DispositionAppeal dismissed
Cases ReferredMadras Rubber Factory v. Union of India
Excerpt:
- - 1. this case raises a question which, though interesting, we consider, can be decided only one way, as it has been done by koshal j......as it has been done by koshal j., in allowing the writ petition asking for refund of the extra customs duty paid by the respondent. the notification fixing the customs tariff was admittedly before the date on which the bill of entry was submitted by the respondent. fairly, without noticing the change in the tariff rate effected by the notification, the respondent paid the duty at the rate that originally prevailed. an application for refund was, however, made after the time stipulated under section 27 of the customs act, 1962. this was rejected by the customs authorities. thereafter, the writ petition which was allowed by the judgment under appeal, was taken, and it was argued that the collection of duty was without the authority of law and that this court had not been inhibited by.....
Judgment:

P.G. Nair, C.J.

1. This case raises a question which, though interesting, we consider, can be decided only one way, as it has been done by Koshal J., in allowing the writ petition asking for refund of the extra customs duty paid by the respondent. The notification fixing the customs tariff was admittedly before the date on which the Bill of Entry was submitted by the respondent. Fairly, without noticing the change in the tariff rate effected by the notification, the respondent paid the duty at the rate that originally prevailed. An application for refund was, however, made after the time stipulated under Section 27 of the Customs Act, 1962. This was rejected by the Customs authorities. Thereafter, the writ petition which was allowed by the Judgment under appeal, was taken, and it was argued that the collection of duty was without the authority of law and that this court had not been inhibited by the period provided by Section 27, which would prevent the customs authorities from ordering refund. It was further submitted that this Court should exercise jurisidiction under Article 226 of the Constitution and given effect to what is provided under Article 265 of the Constitution, which is in these terms-

'No tax shall be levied or collected except by authority of law.'

The duty that has been levied-we assume that the duty that has been imposed is also a tax within the meaning of Article 265 of the Constitution and no point was taken in this regard before us, was certainly without the authority of law. There is, therefore, no jurisidiction either to impose the tax or collect the same. This being so, the provisions of the Constitution must prevail notwithstanding the difficulties that may be experienced by the authorities who function under the Act in directing refund.

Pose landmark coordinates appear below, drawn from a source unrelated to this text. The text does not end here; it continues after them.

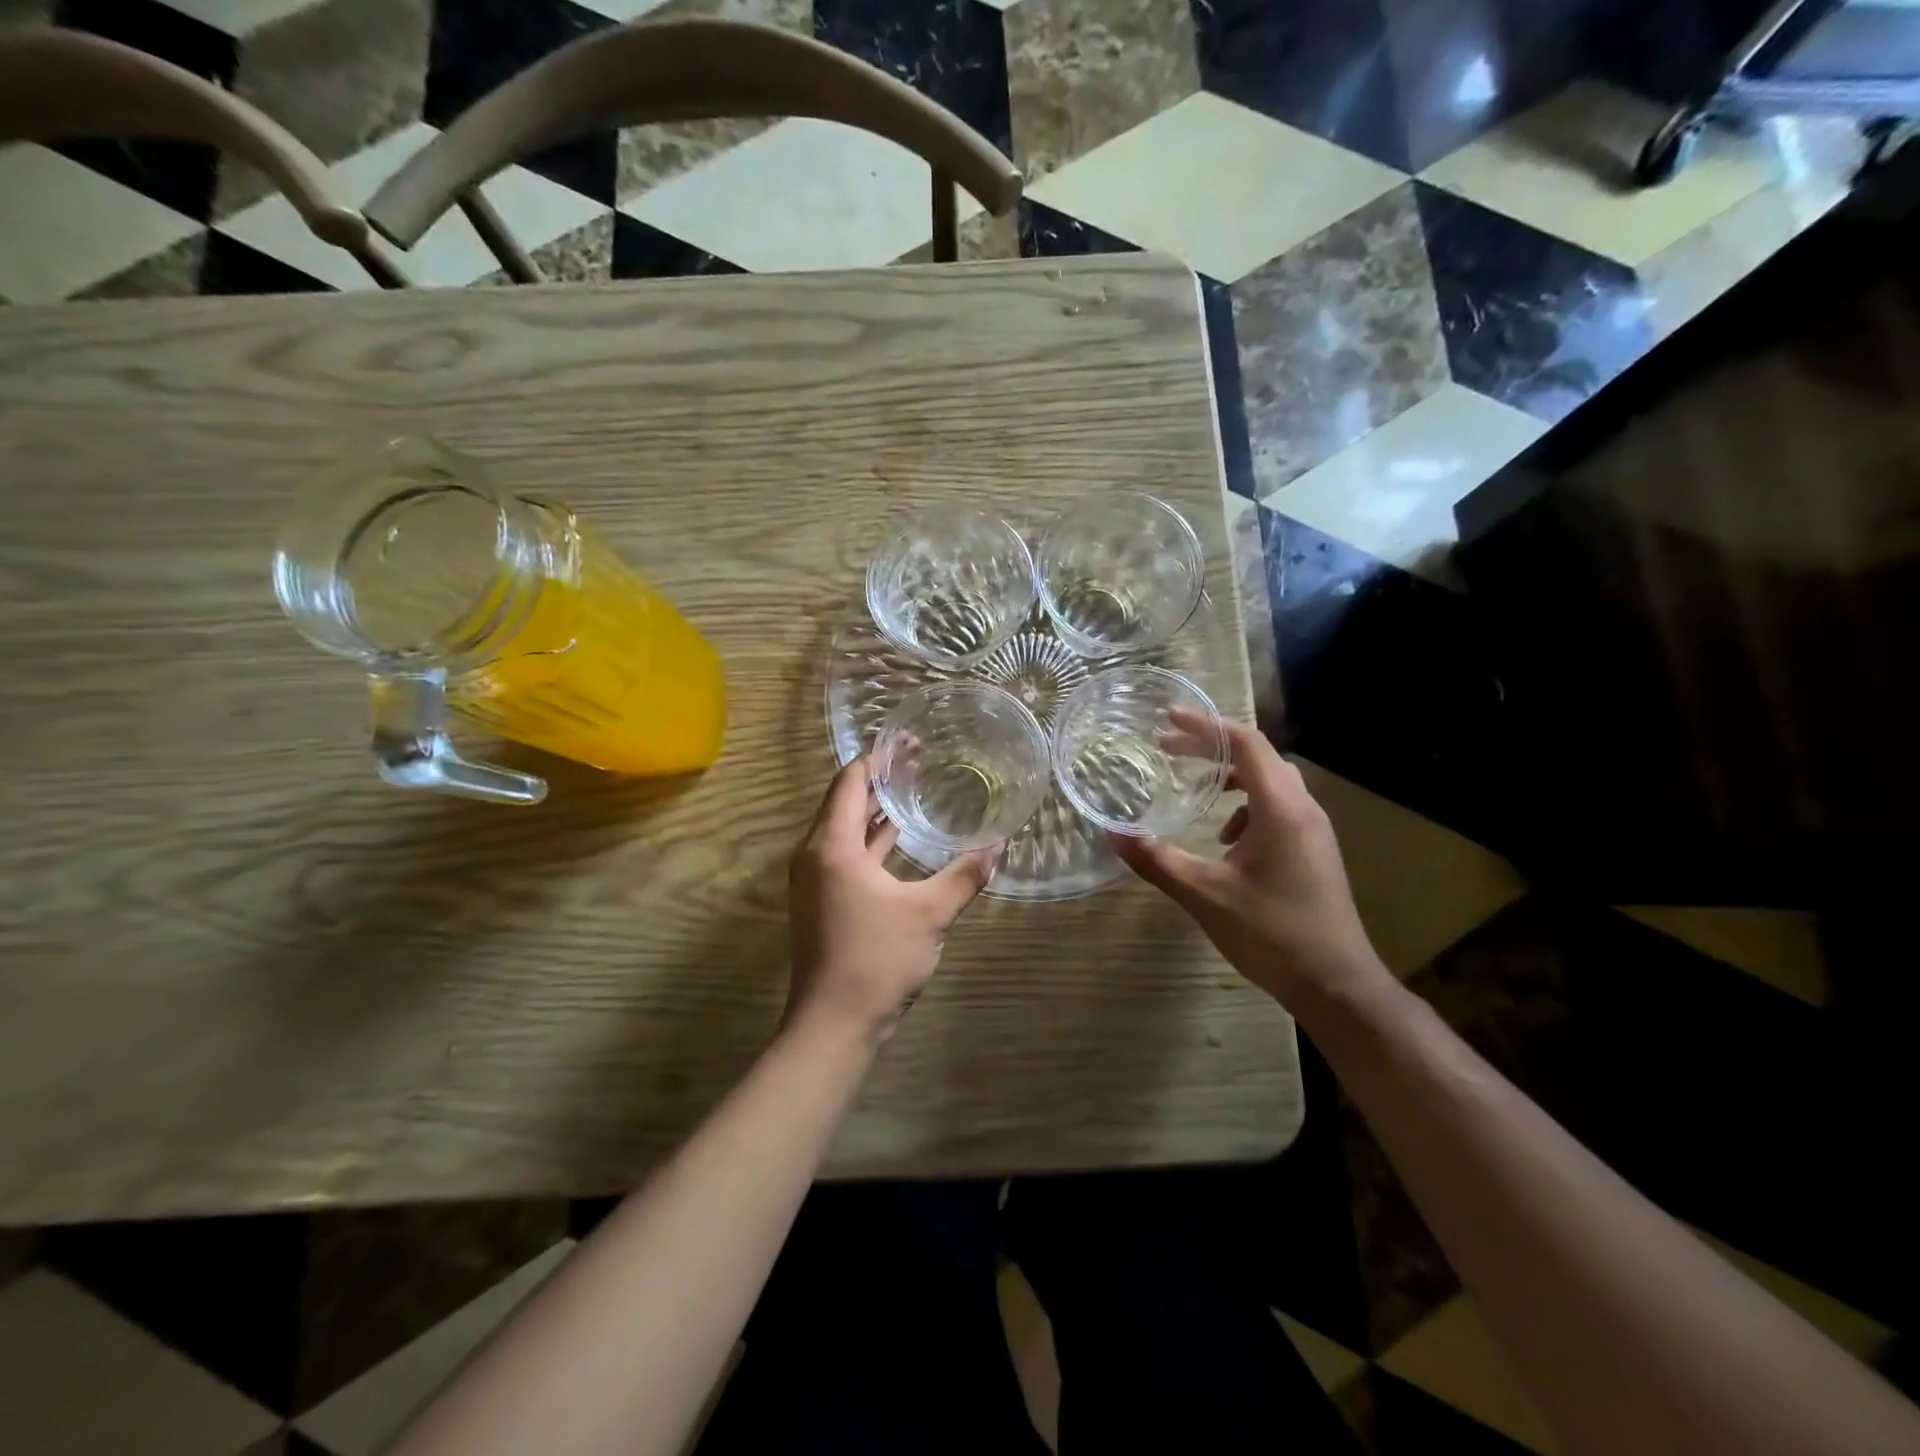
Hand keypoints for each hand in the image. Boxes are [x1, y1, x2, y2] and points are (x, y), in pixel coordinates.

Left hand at [786, 758, 998, 1044]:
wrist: (833, 1025)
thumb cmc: (877, 959)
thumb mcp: (930, 913)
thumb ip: (965, 875)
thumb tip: (1000, 845)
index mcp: (832, 846)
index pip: (850, 782)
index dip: (879, 758)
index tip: (909, 741)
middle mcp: (815, 855)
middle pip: (844, 801)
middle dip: (879, 779)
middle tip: (918, 760)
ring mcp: (815, 880)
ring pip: (844, 829)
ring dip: (874, 809)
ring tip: (913, 789)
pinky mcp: (822, 901)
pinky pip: (846, 854)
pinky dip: (870, 839)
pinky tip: (899, 838)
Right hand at [1110, 715, 1384, 1011]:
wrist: (1337, 985)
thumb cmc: (1272, 933)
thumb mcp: (1204, 895)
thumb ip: (1157, 860)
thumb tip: (1113, 833)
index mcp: (1281, 808)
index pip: (1245, 743)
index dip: (1205, 726)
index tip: (1167, 720)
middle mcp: (1303, 808)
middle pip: (1258, 756)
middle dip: (1211, 748)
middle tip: (1167, 750)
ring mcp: (1313, 830)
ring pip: (1271, 782)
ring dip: (1231, 777)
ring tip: (1195, 791)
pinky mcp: (1314, 851)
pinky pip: (1278, 808)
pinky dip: (1246, 807)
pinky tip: (1226, 841)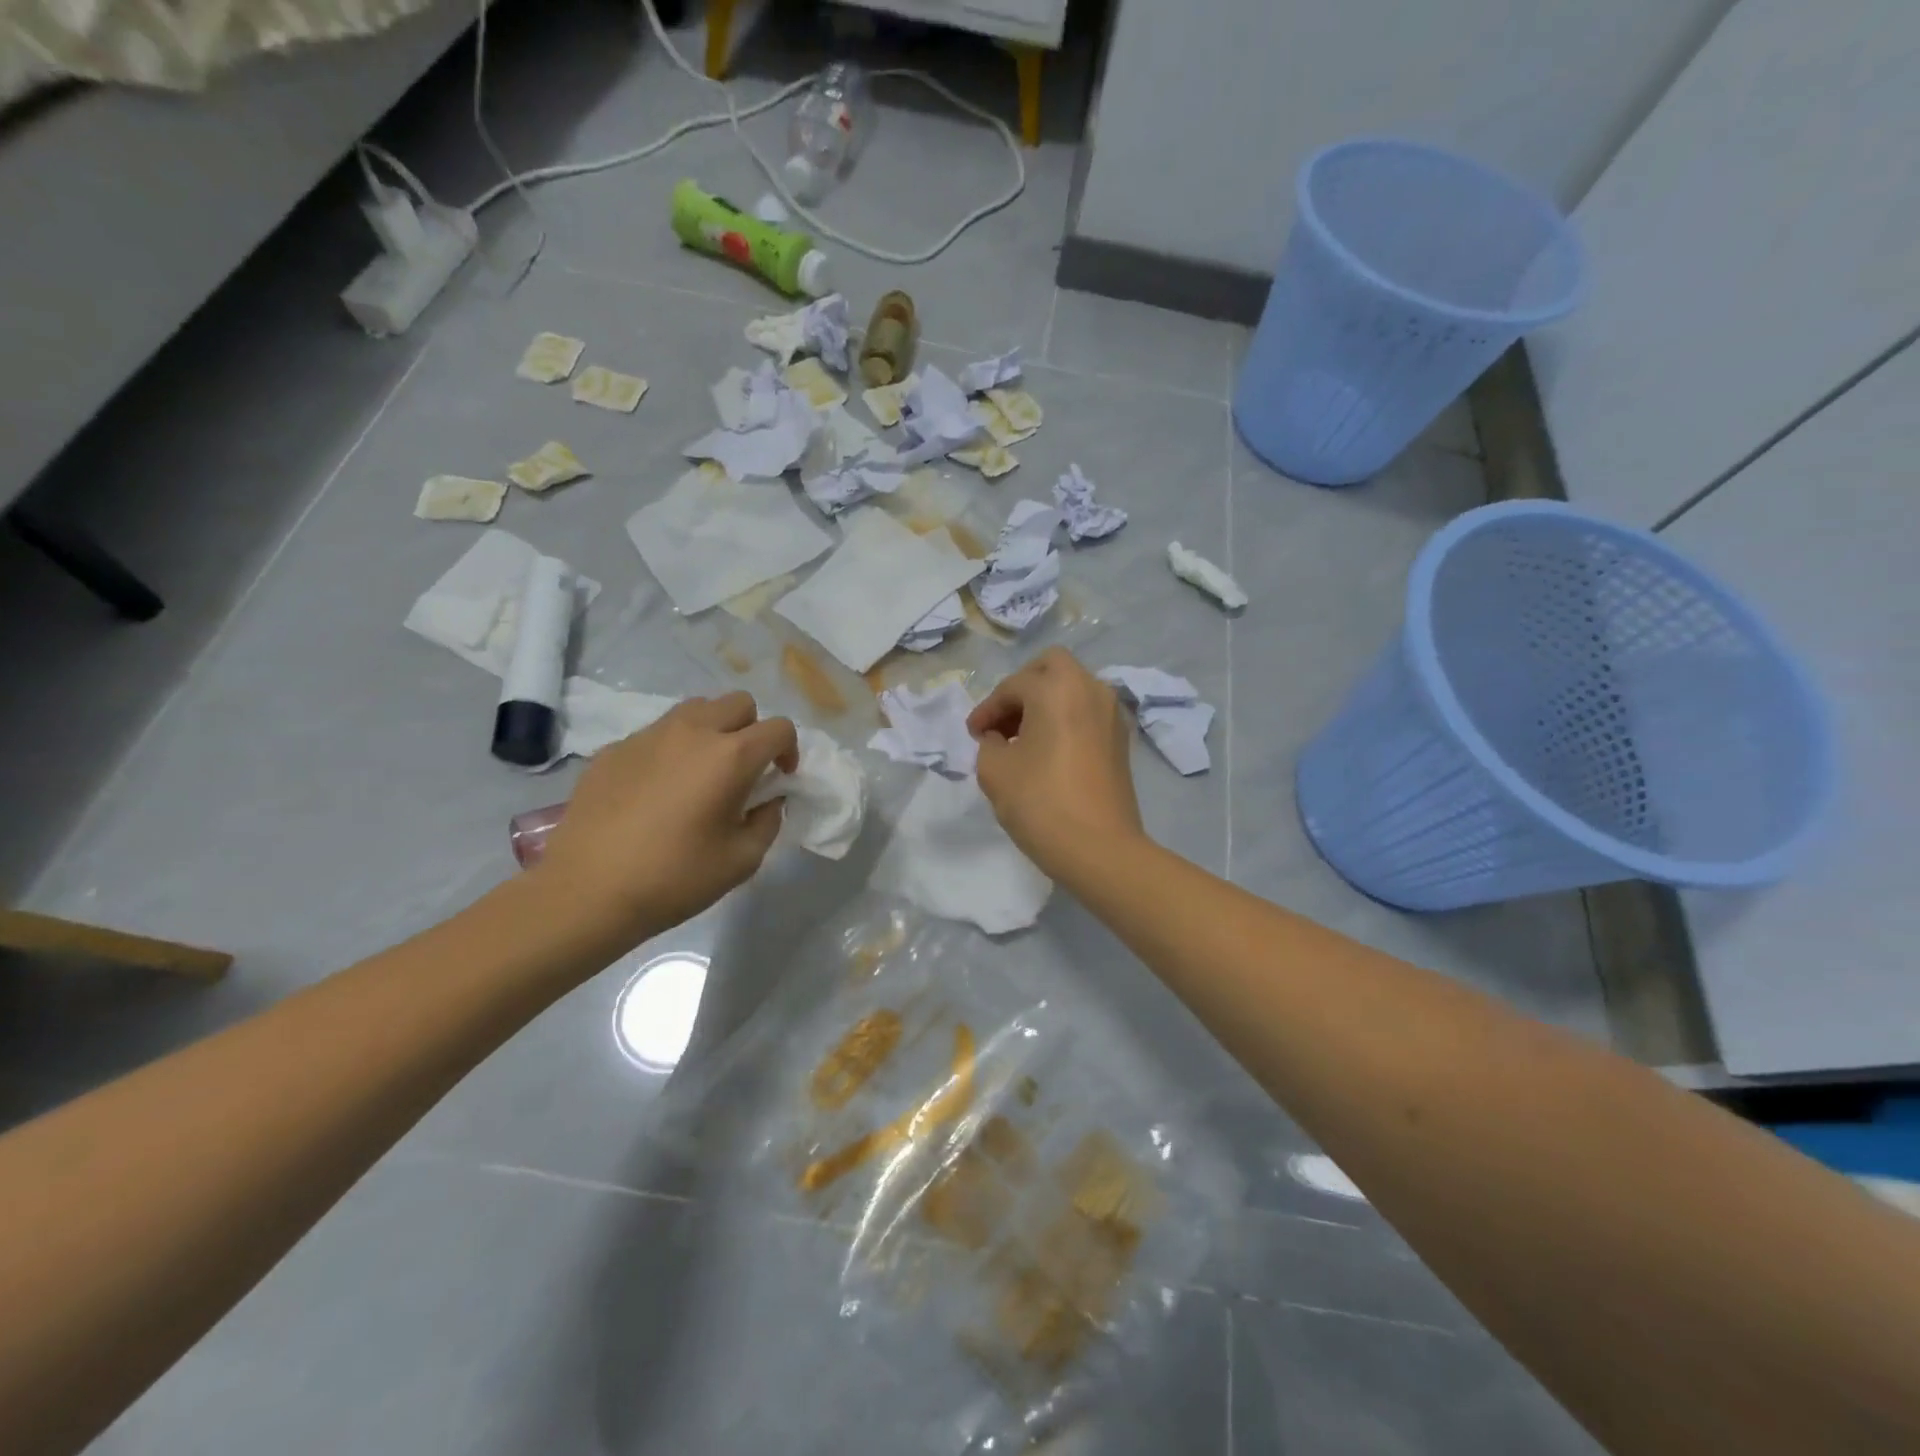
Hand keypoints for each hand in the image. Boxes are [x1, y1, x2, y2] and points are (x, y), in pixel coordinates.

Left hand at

2. Our attention was drawn to the decision of the Supreme Court reported in Madras Rubber Factory v. Union of India, : 1983(13)ELT1579(SC) , where an order of the Central Government passed in further proceedings from an order under Section. 27 of the Customs Act was upheld by the Supreme Court in an appeal taken from that order by special leave granted by the Supreme Court. In that appeal, the Supreme Court could not have exercised its jurisidiction under Article 32 of the Constitution but could only have decided the question whether the authority functioning under the Act had acted in accordance with law. This decision is distinguishable. No decision of the Supreme Court where it had refused to exercise jurisdiction under Article 226 of the Constitution in an application for refund of tax collected without the authority of law, had been brought to our notice. In the light of the above, we dismiss the appeal. We have chosen to write a speaking order in dismissing the appeal because the matter was argued at length before us and we assume, that it is not going to end here.